しかし、こういう、凄い方に限って、とても腰が低く、所作がエレガントで、決して気取りが無い。私の知能レベルに合わせて(下りて来て、という方が正しいか・・・)、相応の会話をしてくださる。
上海に住んでいながら知らなかった、中国の色んな歴史の話、香港の億万長者なご友人たちの話、ヨーロッパの経済の話。
ある有名な香港の億万長者の一族がお友達らしく、どのくらい凄いのか、を教えてくれたのだが、あのギリシャの海運王・オナシスの総資産の5倍の資産、と言っていたので、もう、一般市民には訳の分からない値である。そんな凄い資産の友達と話すと緊張しません?と平凡な質問をしたら、いやいや、それが、ああいうお金に全く困っていない人たちは、何ともリラックスした雰囲気で、話していてとても良い気持ちになるんですよ、と教えてもらった。
個人的に一番印象に残ったのが、ヨーロッパ経済とユーロの話。穏やかな語り口の方だが、ユーロについて非常に悲観的なお話をしていた。スペイン、ギリシャの失業率、イタリアも問題になっている中で、ヨーロッパが一つであることのメリットがなくなり、フランスやドイツのような援助する側の国々にとっては、ヨーロッパ共同体は負担でしかない、というお話。きっと、ユーロは崩壊していくだろう、という。失業した若者たちの心は荒み、暴力的になっていく・・・
個人的な見解で、と前置きした上で、この方が言った意見が面白かったのだ。
このユーロの由々しき事態を救えた人が、ヨーロッパに居るとすれば、それはストロスカーン(DSK)だったが、彼があのような事件で去った今、彼ほど俯瞰的に物事を見て戦略を立てられるカリスマは居ない。オランドは些細な事を地味に解決するのはできるかも知れないが、カリスマも指導力もない。寧ろサルコジの方があったくらいだが、サルコジでさえ、救えない。救えるのは、DSKだけだった、ということに、ヨーロッパ人は後で気づいて後悔するだろう、と。

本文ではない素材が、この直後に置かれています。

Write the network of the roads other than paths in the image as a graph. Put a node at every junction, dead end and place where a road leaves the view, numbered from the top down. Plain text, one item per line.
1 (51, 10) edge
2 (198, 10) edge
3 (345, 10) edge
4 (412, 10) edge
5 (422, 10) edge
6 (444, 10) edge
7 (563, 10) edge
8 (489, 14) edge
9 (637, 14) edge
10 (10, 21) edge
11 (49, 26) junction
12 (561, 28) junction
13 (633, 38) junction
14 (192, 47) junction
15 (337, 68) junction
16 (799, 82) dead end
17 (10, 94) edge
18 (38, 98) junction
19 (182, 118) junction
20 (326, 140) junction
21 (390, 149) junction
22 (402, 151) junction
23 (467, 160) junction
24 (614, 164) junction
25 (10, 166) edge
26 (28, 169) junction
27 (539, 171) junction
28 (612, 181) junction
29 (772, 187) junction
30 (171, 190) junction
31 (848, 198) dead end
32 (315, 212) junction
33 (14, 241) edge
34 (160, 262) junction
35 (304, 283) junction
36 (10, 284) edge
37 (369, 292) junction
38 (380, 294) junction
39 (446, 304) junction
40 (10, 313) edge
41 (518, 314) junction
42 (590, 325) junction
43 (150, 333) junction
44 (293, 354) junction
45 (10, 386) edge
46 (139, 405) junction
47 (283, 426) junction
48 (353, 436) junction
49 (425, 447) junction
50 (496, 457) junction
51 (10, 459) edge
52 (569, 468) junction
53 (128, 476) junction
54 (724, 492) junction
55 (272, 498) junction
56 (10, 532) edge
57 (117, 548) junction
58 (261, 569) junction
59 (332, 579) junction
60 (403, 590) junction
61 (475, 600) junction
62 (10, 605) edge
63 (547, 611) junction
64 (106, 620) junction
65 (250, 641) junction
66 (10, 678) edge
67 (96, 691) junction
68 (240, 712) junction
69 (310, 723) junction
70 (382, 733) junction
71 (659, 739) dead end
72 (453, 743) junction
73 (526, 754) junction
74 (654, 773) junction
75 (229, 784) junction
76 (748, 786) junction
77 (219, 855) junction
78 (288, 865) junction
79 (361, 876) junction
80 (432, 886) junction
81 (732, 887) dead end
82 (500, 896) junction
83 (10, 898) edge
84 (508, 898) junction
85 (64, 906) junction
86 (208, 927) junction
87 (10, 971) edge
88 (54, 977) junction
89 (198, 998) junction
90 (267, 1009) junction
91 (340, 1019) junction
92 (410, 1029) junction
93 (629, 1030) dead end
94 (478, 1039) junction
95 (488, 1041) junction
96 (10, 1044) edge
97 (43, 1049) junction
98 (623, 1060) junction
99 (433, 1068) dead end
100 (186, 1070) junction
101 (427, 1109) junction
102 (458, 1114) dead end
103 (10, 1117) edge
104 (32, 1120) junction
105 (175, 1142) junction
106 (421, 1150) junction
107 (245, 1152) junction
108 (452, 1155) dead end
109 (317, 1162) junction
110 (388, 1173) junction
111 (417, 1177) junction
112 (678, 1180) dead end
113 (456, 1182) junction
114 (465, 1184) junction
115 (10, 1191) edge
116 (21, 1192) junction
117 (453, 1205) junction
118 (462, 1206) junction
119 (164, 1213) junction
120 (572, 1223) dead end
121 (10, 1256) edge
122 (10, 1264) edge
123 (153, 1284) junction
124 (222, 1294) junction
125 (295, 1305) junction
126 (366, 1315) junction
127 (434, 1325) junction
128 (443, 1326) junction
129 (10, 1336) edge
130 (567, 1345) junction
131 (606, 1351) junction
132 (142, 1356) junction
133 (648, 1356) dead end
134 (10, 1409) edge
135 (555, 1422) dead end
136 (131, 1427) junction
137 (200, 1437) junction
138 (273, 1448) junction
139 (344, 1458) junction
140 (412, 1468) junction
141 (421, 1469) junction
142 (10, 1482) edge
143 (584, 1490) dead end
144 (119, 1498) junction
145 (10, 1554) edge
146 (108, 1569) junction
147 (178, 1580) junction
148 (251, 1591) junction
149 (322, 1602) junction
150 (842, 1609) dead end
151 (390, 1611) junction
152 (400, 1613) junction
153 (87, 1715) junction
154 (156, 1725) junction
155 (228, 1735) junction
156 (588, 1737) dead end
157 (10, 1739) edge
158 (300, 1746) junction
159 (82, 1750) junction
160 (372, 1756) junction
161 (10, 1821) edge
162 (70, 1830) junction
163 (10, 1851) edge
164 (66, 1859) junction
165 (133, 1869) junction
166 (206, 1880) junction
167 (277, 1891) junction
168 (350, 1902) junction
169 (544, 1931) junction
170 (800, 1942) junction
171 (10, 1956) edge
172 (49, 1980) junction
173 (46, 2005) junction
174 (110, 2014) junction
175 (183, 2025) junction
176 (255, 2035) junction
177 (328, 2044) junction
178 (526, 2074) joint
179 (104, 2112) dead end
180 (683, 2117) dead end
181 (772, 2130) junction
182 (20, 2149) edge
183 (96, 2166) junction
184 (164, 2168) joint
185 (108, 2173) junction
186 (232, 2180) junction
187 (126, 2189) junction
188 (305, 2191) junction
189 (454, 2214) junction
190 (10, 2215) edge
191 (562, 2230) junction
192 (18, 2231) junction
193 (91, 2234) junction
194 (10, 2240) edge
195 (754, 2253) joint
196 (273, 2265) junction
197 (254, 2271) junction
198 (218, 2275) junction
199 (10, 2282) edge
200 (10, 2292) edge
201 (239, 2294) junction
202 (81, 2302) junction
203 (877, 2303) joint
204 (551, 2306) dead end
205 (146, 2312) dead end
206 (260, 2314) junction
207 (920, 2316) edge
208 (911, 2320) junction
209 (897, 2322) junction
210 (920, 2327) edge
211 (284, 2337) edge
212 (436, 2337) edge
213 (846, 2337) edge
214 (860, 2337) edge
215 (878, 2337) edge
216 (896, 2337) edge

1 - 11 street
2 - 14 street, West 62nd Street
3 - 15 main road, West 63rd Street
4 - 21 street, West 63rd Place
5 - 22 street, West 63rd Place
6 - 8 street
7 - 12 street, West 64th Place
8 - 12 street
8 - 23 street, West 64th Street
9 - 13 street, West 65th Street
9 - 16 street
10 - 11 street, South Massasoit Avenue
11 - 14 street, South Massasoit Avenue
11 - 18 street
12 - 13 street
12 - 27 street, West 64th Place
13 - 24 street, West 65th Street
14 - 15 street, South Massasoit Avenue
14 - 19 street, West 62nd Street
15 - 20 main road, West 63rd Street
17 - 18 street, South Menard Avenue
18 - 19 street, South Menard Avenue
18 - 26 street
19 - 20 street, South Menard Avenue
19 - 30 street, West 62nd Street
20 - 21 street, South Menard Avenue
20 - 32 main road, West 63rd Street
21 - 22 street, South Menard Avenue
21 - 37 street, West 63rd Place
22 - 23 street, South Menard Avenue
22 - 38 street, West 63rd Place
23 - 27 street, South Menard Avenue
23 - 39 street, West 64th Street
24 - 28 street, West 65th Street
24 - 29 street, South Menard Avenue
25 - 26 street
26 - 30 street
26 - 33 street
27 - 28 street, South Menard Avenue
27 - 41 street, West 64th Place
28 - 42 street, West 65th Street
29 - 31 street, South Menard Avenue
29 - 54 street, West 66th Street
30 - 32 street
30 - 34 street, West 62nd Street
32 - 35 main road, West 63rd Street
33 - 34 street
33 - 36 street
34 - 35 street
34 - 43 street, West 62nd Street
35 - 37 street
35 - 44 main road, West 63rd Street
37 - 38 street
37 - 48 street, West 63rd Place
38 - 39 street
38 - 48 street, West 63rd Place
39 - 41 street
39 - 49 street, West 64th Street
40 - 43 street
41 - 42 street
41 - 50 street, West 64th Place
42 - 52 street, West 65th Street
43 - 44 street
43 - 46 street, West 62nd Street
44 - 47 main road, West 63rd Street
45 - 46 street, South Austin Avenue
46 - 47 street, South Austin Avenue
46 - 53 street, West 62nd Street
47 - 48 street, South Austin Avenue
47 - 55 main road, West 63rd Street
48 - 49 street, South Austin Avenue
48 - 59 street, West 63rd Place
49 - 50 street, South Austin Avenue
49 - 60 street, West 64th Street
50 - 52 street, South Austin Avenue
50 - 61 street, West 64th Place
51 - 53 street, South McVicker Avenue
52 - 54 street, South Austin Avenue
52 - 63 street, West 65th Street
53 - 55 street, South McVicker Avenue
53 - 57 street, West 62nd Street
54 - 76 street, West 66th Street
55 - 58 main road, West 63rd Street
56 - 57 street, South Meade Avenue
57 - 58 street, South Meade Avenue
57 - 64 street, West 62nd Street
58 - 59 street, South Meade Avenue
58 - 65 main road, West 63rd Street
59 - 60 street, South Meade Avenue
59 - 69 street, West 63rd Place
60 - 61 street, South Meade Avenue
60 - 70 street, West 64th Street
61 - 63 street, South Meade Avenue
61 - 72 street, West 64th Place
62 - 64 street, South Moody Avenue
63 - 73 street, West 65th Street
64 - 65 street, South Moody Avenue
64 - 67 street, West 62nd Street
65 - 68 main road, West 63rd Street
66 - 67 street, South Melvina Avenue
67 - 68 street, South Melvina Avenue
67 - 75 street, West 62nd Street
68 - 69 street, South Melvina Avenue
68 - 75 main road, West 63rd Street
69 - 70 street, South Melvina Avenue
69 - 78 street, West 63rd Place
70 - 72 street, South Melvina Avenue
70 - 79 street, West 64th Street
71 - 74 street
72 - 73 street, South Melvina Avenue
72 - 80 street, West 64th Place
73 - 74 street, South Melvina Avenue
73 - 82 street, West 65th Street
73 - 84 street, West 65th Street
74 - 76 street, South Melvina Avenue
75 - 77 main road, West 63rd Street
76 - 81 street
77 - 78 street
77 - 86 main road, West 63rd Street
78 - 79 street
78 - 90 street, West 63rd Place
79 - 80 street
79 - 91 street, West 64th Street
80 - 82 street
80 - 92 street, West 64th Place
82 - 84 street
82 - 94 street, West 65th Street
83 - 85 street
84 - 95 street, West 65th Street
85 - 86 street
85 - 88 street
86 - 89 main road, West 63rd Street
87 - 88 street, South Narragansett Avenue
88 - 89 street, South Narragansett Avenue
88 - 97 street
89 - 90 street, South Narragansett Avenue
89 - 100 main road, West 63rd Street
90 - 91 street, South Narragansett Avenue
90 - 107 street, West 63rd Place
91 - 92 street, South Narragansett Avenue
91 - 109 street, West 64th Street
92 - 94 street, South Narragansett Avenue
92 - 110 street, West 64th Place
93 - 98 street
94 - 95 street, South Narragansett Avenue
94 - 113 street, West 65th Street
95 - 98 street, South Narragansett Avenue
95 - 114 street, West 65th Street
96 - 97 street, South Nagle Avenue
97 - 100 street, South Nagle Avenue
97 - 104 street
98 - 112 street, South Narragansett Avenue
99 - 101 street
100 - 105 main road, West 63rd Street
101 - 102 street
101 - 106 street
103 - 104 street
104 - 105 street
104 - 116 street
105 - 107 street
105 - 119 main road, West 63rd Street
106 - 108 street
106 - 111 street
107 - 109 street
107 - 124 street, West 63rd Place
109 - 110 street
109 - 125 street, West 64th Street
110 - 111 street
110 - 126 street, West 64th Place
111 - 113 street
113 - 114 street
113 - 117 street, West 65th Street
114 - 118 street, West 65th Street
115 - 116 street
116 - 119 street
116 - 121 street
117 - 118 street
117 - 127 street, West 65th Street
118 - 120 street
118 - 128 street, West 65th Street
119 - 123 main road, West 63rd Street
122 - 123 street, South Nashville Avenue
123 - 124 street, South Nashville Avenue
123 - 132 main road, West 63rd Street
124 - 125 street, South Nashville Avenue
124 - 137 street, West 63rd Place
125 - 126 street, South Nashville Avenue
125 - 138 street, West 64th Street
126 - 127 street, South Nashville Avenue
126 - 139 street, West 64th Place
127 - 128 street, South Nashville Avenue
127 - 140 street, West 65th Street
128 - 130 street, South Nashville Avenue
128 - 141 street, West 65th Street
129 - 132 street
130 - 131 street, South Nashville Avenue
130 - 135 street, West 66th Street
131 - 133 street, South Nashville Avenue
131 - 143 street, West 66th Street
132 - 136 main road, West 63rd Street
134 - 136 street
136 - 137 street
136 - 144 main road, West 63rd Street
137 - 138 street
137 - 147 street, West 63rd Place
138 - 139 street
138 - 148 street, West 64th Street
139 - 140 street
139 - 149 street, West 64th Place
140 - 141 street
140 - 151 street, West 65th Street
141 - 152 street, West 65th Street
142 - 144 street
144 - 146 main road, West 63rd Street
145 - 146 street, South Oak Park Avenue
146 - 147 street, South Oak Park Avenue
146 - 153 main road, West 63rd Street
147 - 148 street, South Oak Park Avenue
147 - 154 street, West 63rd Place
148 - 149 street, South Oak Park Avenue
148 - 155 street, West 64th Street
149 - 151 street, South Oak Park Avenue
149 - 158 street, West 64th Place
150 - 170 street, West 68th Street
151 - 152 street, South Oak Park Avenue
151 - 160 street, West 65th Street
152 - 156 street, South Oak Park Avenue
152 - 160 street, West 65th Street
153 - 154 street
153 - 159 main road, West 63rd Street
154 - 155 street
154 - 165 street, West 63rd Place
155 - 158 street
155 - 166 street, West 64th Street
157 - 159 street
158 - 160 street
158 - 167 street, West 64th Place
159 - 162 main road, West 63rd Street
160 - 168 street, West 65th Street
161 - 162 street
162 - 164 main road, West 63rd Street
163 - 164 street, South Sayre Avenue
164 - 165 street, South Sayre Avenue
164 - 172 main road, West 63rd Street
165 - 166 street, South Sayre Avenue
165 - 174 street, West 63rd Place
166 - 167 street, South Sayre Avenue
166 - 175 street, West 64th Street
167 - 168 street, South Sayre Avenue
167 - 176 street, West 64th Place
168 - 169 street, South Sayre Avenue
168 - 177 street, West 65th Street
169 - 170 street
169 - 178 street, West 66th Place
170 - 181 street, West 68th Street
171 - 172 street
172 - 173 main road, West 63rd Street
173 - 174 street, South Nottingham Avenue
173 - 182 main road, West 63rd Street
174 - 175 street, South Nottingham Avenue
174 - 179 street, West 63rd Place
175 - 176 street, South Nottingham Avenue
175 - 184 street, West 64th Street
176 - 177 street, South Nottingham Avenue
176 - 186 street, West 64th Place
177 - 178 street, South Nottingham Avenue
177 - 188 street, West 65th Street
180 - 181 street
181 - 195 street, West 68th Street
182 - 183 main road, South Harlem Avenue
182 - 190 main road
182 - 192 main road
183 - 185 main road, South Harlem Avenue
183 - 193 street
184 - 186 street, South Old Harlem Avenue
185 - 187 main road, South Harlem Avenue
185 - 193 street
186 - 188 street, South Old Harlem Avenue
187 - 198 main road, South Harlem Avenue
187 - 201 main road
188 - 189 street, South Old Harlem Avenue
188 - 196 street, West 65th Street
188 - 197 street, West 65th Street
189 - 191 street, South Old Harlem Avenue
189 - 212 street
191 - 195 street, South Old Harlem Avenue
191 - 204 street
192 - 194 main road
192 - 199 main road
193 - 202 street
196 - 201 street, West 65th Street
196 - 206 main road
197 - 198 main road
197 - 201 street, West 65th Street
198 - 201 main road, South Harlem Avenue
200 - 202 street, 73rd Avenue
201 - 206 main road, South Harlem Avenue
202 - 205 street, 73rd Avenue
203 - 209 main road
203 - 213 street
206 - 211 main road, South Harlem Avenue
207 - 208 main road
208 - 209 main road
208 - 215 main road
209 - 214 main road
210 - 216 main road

DSKについては、私自身、パリに居る間に色んな話を聞いたが、女性問題があまりに深刻だったために、やらしい変態オヤジ的な扱いで、彼の手腕や才能について声高に言う人が居なかった。私が以前から思っていた、陰謀論を展開しても、いやいや、彼は以前からセクハラで問題があったし、仮に陰謀だったとしても、そんなのに引っかかるなんて自業自得、的な返答ばかりで、彼の功績や手腕についての話を聞くことが出来なかった。それを、フランス人ではないこの方が淡々と教えてくれたのが、非常に興味深かった。
そこで、我慢出来ず、聞いてしまった。「ストロスカーンさんのあの事件は、個人的には陰謀だと思っています。でも、彼を嵌めて得した黒幕は、結局誰だったのでしょうか?」すると、意外にも、「そう、あれはどう考えても陰謀ですよ。サルコジと、サルコジと利害が一致したアメリカが組んで嵌めた以外には考えられない。」という返答。「アメリカは、ヨーロッパが覇権を握ることが気に喰わないので、ヨーロッパを強くしてしまうストロスカーンさんが目障りだったということでしょうか?」「そうです。ストロスカーンは、世界、という視点で経済を考えられる唯一の人だった。アメリカはナショナリストが多く、自国の事の方が大事。それに、今は、ドイツもアメリカと非常に関係が悪いですね。特にアメリカとドイツの財務長官は犬猿の仲で、ドイツの財務長官ショイブレはガイトナーに公に喧嘩を売ったりしていますからね・・・」
世界は広い。
知らない事はまだまだいっぱいある。
この広い世界で、电梯という狭い空間が繋ぐ面白いご縁が、これからの自分たちの未来に、何か大きな意義があることのように思えてならない、不思議な出会いなのだった。